Правда, воспоминания об отце Гарика плохо совмещались с образом врага, но на то он и враг, чтобы быть коварным. Для полной ясности она снова пришла к отцу. А к кому еще? Вот и у Маяковского «крошка-сын к отцу пришел, и спросила кроха…» Не изобрели еще тогда всезнающего интернета, некуда было податься бедным детям, приходилось отцов слушать. Но если у Маяковского отец говорил прозрачные и ясные по смыслу вещи, то отец Маруси все только запутал.
– Пап, а его арестовали за то, что он план не выполнил?
– Нет, доча, думаю, что план он как раз выполнял все эти годы. Иначе бы его давно сняли.
– Тогда за что его могли арестовать?
– Он кроме плана, видимо, что-то еще делал.
– Вредительское?
– Это как сказать. Для государства, может, и вредительское… Кофточки разные, гамаши, чулки. Не знаю, что там на трикотажной фабрике делать можно.
– Но ведь кофточки стране нужны!
– Кофточки тебе с мамой нужны, тете Розе нужны, а стране не знаю. Я уже вообще ничего не знаю.
Марусе стало жалко отца и неловко, стыдно от этого разговора. Как будто она заставила его признаться в своей немощи. Как будто он уже не горнист, идущий впереди, а хромающий калека, замыкающий строй.

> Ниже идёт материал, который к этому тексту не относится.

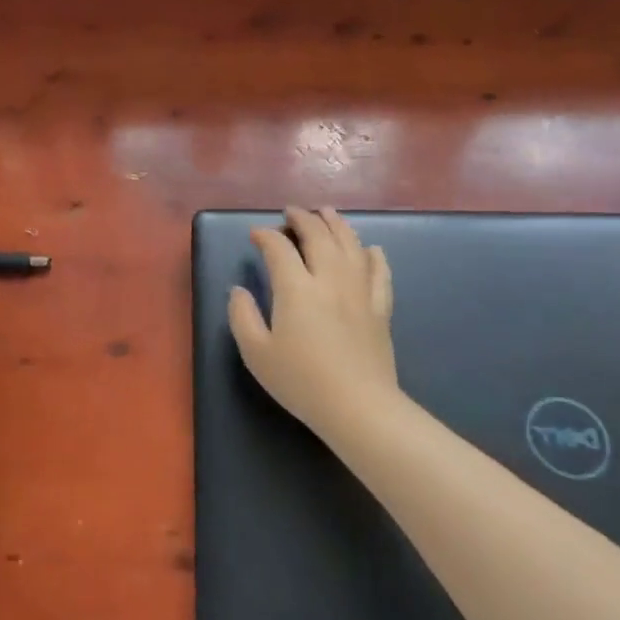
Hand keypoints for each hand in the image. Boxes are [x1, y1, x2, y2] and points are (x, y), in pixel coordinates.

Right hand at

А еще она подумала, как все запутано в этом мире. Арестовали бы отца Гарика раньше, при Сталине, – вопросов бы не было. И Хрущев бы его сейчас пожалел как жертву «культа личности». Но арестовали-то под ласковым солнцем «оттепели». Как будто вылезли подснежники на зов первых весенних лучей, а по ним морозы ударили.
* * *
Хрущева подсидели в 1964 году. Народ ничего не понял, но принял к сведению, что теперь в стране главным стал Брежнев, густобровый красавец без признаков облысения. Учитывая, что у Хрущева голова была гладкой, как колено, эта рокировка многим даже понравилась. Все-таки волосы красят мужчину.
В тот год Марусе пришло время вступать в комсомол. Это создало для нее чисто техническую проблему. Было не очень понятно, что Хрущев делал правильно, а что – не очень. Кукурузу, царицу полей, прогнали с престола, это понятно. Но с остальным наследием Хрущева как быть? С теми же авангардистами? Все-таки давить их бульдозерами или пусть живут, мазню свою рисуют? Старшие товарищи медлили с разъяснениями. Маруся мучилась этими вопросами не потому, чтобы была особенно любознательной в общественном смысле. Дело в том, что при приеме в ВЛКСМ – Всесоюзный ленинский коммунистический союз молодежи – устраивали что-то вроде экзамена, проверяли идейную зрелость. Но пронесло, Марусе вопрос о политической роли Хрущева не задали. Наверное, сами проверяющие еще не знали правильного ответа, согласованного и утвержденного в высших кабинетах.
Отец все чаще приходил с работы расстроенный и какой-то сникший, и они подолгу разговаривали с мамой на кухне. Дверь закрывали, но это была простая фанерка с врезанным матовым стеклом. Звук получался приглушенный, и от этого Маруся начинала невольно прислушиваться. Сначала раздавался возбужденный голос отца: «Им вообще ничего не надо. Отчитались для галочки, и все. Ты бы видела это убожество, которое мы выпускаем. Десять лет одно и то же штампуем. Да из этого сырья можно столько добра сделать. Добра! Ты понимаешь? Чтобы люди из красивой посуды ели». Его прерывали мамины причитания «Я тебя умоляю! Это же статья…»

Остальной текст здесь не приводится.